Your assignment: Isolate every line in the records below with "nodes" in it.

Given entries:
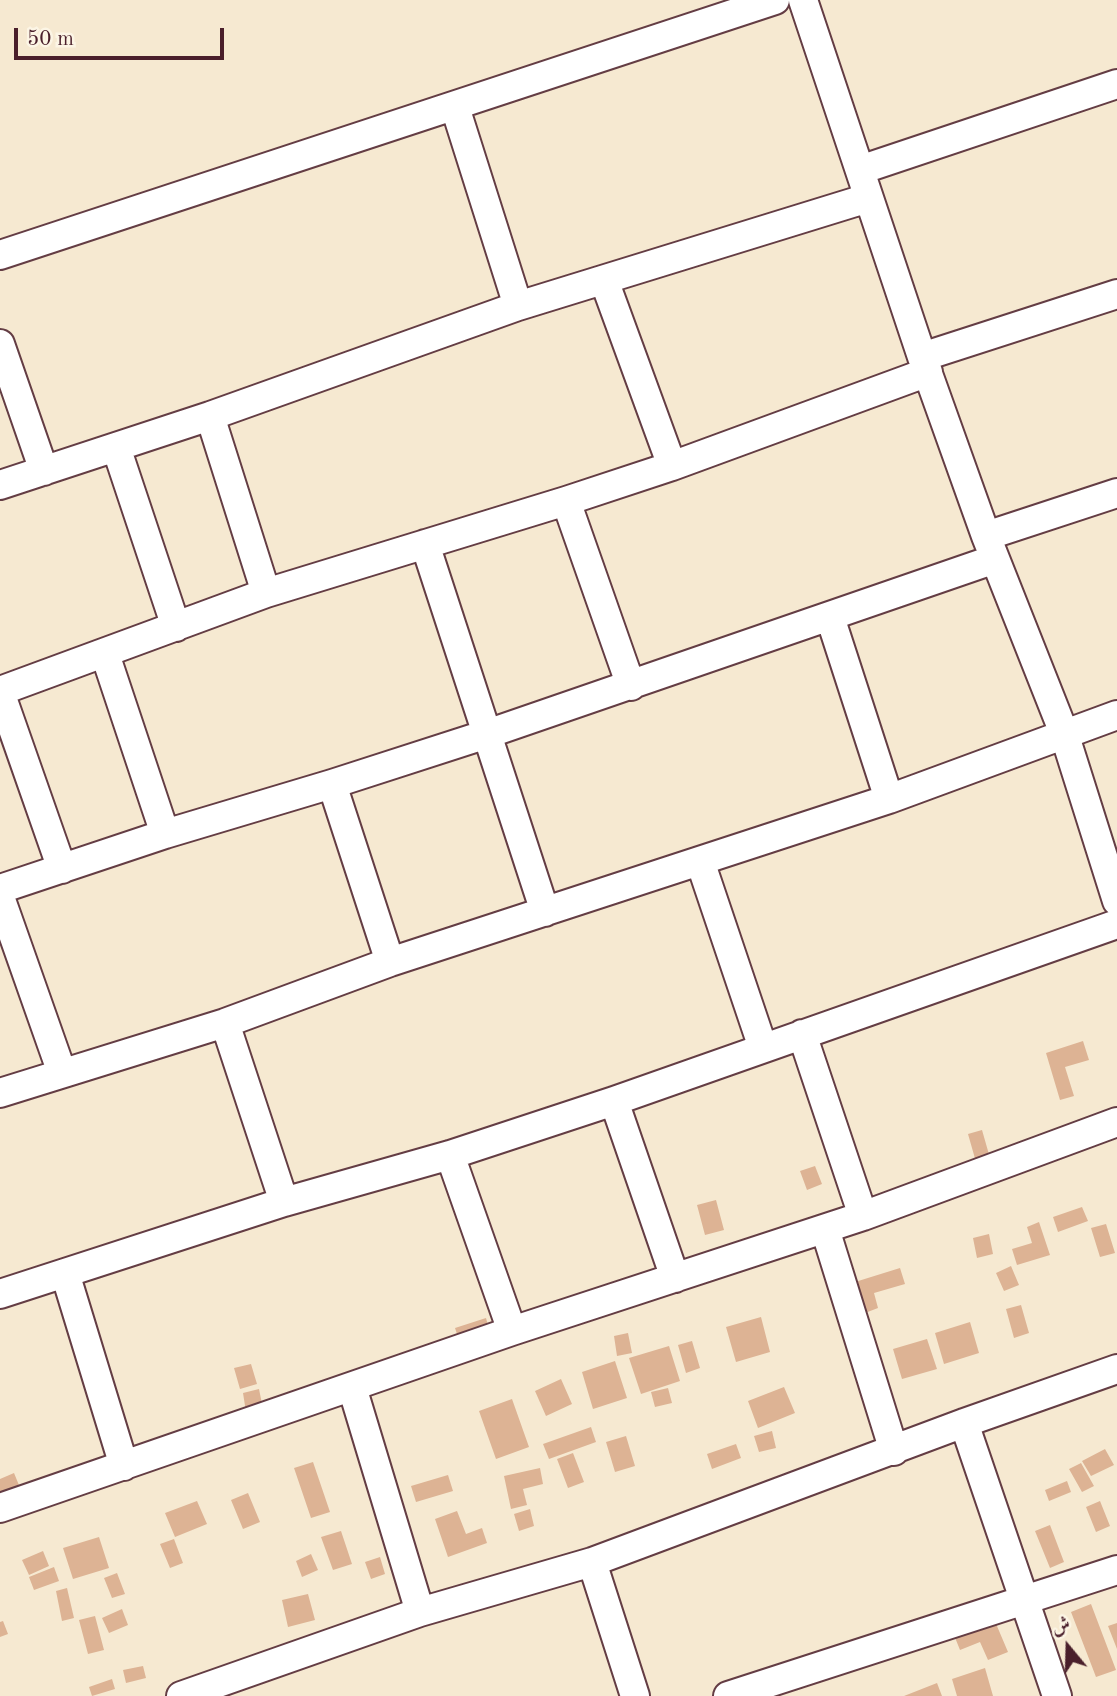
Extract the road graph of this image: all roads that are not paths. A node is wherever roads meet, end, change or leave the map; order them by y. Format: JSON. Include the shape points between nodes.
{"nodes":[{"id":1,"x":775,"y":0,"type":"edge"},
{"id":2,"x":803,"y":0,"type":"edge"},
{"id":3,"x":1117,"y":84,"type":"edge"},
{"id":4,"x":455,"y":107,"type":"junction"},
{"id":5,"x":860,"y":170,"type":"junction"},
{"id":6,"x":868,"y":198,"type":"junction"},
{"id":7,"x":0,"y":255,"type":"edge"},
{"id":8,"x":604,"y":280,"type":"junction"},
{"id":9,"x":1117,"y":294,"type":"edge"},
{"id":10,"x":517,"y":306,"type":"junction"},
{"id":11,"x":0,"y":344,"type":"edge"},
{"id":12,"x":925,"y":364,"type":"junction"},
{"id":13,"x":210,"y":416,"type":"junction"},
{"id":14,"x":116,"y":447,"type":"junction"},
{"id":15,"x":672,"y":466,"type":"junction"},
{"id":16,"x":44,"y":471,"type":"junction"},
{"id":17,"x":0,"y":485,"type":"edge"},
{"id":18,"x":1117,"y":493,"type":"edge"},
{"id":19,"x":566,"y":501,"type":"junction"},
{"id":20,"x":425,"y":544,"type":"junction"},
{"id":21,"x":991,"y":548,"type":"junction"},
{"id":22,"x":266,"y":593,"type":"junction"},
{"id":23,"x":831,"y":617,"type":"junction"},
{"id":24,"x":176,"y":627,"type":"junction"},
{"id":25,"x":104,"y":654,"type":"junction"},
{"id":26,"x":631,"y":685,"type":"junction"},
{"id":27,"x":0,"y":691,"type":"edge"},
{"id":28,"x":1117,"y":715,"type":"edge"},
{"id":29,"x":1064,"y":733,"type":"junction"},
{"id":30,"x":487,"y":734,"type":"junction"},
{"id":31,"x":332,"y":784,"type":"junction"},
{"id":32,"x":889,"y":799,"type":"junction"},
{"id":33,"x":165,"y":834,"type":"junction"},
{"id":34,"x":700,"y":861,"type":"junction"},
{"id":35,"x":62,"y":869,"type":"junction"},
{"id":36,"x":0,"y":889,"type":"edge"},
{"id":37,"x":0,"y":897,"type":"edge"},
{"id":38,"x":1117,"y":901,"type":"edge"},
{"id":39,"x":545,"y":912,"type":"junction"},
{"id":40,"x":1117,"y":924,"type":"edge"},
{"id":41,"x":390,"y":962,"type":"junction"},
{"id":42,"x":225,"y":1023,"type":"junction"},
{"id":43,"x":802,"y":1034,"type":"junction"},
{"id":44,"x":763,"y":1048,"type":"junction"},
{"id":45,"x":62,"y":1073,"type":"junction"},
{"id":46,"x":0,"y":1093,"type":"edge"},
{"id":47,"x":614,"y":1101,"type":"junction"},
{"id":48,"x":1117,"y":1122,"type":"edge"},
{"id":49,"x":450,"y":1155,"type":"junction"},
{"id":50,"x":284,"y":1202,"type":"junction"},
{"id":51,"x":863,"y":1216,"type":"junction"},
{"id":52,"x":825,"y":1229,"type":"junction"},
{"id":53,"x":65,"y":1273,"type":"junction"},
{"id":54,"x":675,"y":1278,"type":"junction"},
{"id":55,"x":0,"y":1294,"type":"edge"},
{"id":56,"x":512,"y":1331,"type":"junction"},
{"id":57,"x":1117,"y":1369,"type":"edge"},
{"id":58,"x":352,"y":1387,"type":"junction"},
{"id":59,"x":964,"y":1423,"type":"junction"},
{"id":60,"x":894,"y":1451,"type":"junction"},
{"id":61,"x":124,"y":1466,"type":"junction"},
{"id":62,"x":0,"y":1508,"type":"edge"},
{"id":63,"x":592,"y":1562,"type":"junction"},
{"id":64,"x":1117,"y":1570,"type":"edge"},
{"id":65,"x":1024,"y":1599,"type":"junction"},
{"id":66,"x":420,"y":1612,"type":"junction"},
{"id":67,"x":181,"y":1696,"type":"edge"},
{"id":68,"x":635,"y":1696,"type":"edge"},
{"id":69,"x":728,"y":1696,"type":"edge"},
{"id":70,"x":1057,"y":1696,"type":"edge"}],
"edges":[{"from":1,"to":4,"type":"street"},
{"from":2,"to":5,"type":"street"},
{"from":3,"to":5,"type":"street"},
{"from":4,"to":7,"type":"street"},
{"from":4,"to":10,"type":"street"},
{"from":5,"to":6,"type":"street"},
{"from":6,"to":8,"type":"street"},
{"from":6,"to":12,"type":"street"},
{"from":8,"to":10,"type":"street"},
{"from":8,"to":15,"type":"street"},
{"from":9,"to":12,"type":"street"},
{"from":10,"to":13,"type":"street"},
{"from":11,"to":16,"type":"street"},
{"from":12,"to":15,"type":"street"},
{"from":12,"to":21,"type":"street"},
{"from":13,"to":14,"type":"street"},
{"from":13,"to":22,"type":"street"},
{"from":14,"to":16,"type":"street"},
{"from":14,"to":24,"type":"street"},
{"from":15,"to":19,"type":"street"},
{"from":16,"to":17,"type":"street"},
{"from":18,"to":21,"type":"street"},
{"from":19,"to":20,"type":"street"},
{"from":19,"to":26,"type":"street"},
{"from":20,"to":22,"type":"street"},
{"from":20,"to":30,"type":"street"},
{"from":21,"to":23,"type":"street"},
{"from":21,"to":29,"type":"street"},
{"from":22,"to":24,"type":"street"},
{"from":23,"to":26,"type":"street"},
{"from":23,"to":32,"type":"street"},
{"from":24,"to":25,"type":"street"},
{"from":25,"to":27,"type":"street"},
{"from":25,"to":33,"type":"street"},
{"from":26,"to":30,"type":"street"},
{"from":27,"to":35,"type":"street"},
{"from":28,"to":29,"type":"street"},
{"from":29,"to":32,"type":"street"},
{"from":29,"to":38,"type":"street"},
{"from":30,"to":31,"type":"street"},
{"from":30,"to":39,"type":"street"},
{"from":31,"to":33,"type":"street"},
{"from":31,"to":41,"type":"street"},
{"from":32,"to":34,"type":"street"},
{"from":33,"to":35,"type":"street"},
{"from":34,"to":39,"type":"street"},
{"from":34,"to":44,"type":"street"},
{"from":35,"to":36,"type":"street"},
{"from":37,"to":45,"type":"street"},
{"from":39,"to":41,"type":"street"},
{"from":40,"to":43,"type":"street"},
{"from":41,"to":42,"type":"street"},
{"from":42,"to":45,"type":"street"},
{"from":42,"to":50,"type":"street"},
{"from":43,"to":44,"type":"street"},
{"from":43,"to":51,"type":"street"},
{"from":44,"to":47,"type":"street"},
{"from":45,"to":46,"type":"street"},
{"from":47,"to":49,"type":"street"},
{"from":47,"to":54,"type":"street"},
{"from":48,"to":51,"type":"street"},
{"from":49,"to":50,"type":"street"},
{"from":49,"to":56,"type":"street"},
{"from":50,"to":53,"type":"street"},
{"from":51,"to":52,"type":"street"},
{"from":52,"to":54,"type":"street"},
{"from":52,"to":60,"type":"street"},
{"from":53,"to":55,"type":"street"},
{"from":53,"to":61,"type":"street"},
{"from":54,"to":56,"type":"street"},
{"from":56,"to":58,"type":"street"},
{"from":57,"to":59,"type":"street"},
{"from":58,"to":61,"type":"street"},
{"from":58,"to":66,"type":"street"},
{"from":59,"to":60,"type":"street"},
{"from":59,"to":65,"type":"street"},
{"from":60,"to":63,"type":"street"},
{"from":61,"to":62,"type":"street"},
{"from":63,"to":66,"type":"street"},
{"from":63,"to":68,"type":"street"},
{"from":64,"to":65,"type":"street"},
{"from":65,"to":69,"type":"street"},
{"from":65,"to":70,"type":"street"},
{"from":66,"to":67,"type":"street"}]}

Expected answer:
Extract the road graph of this image: all roads that are not paths. A node is wherever roads meet, end, change or leave the map; order them by y. Format: JSON. Include the shape points between nodes.
{"nodes":[{"id":1,"x":775,"y":0,"type":"edge"},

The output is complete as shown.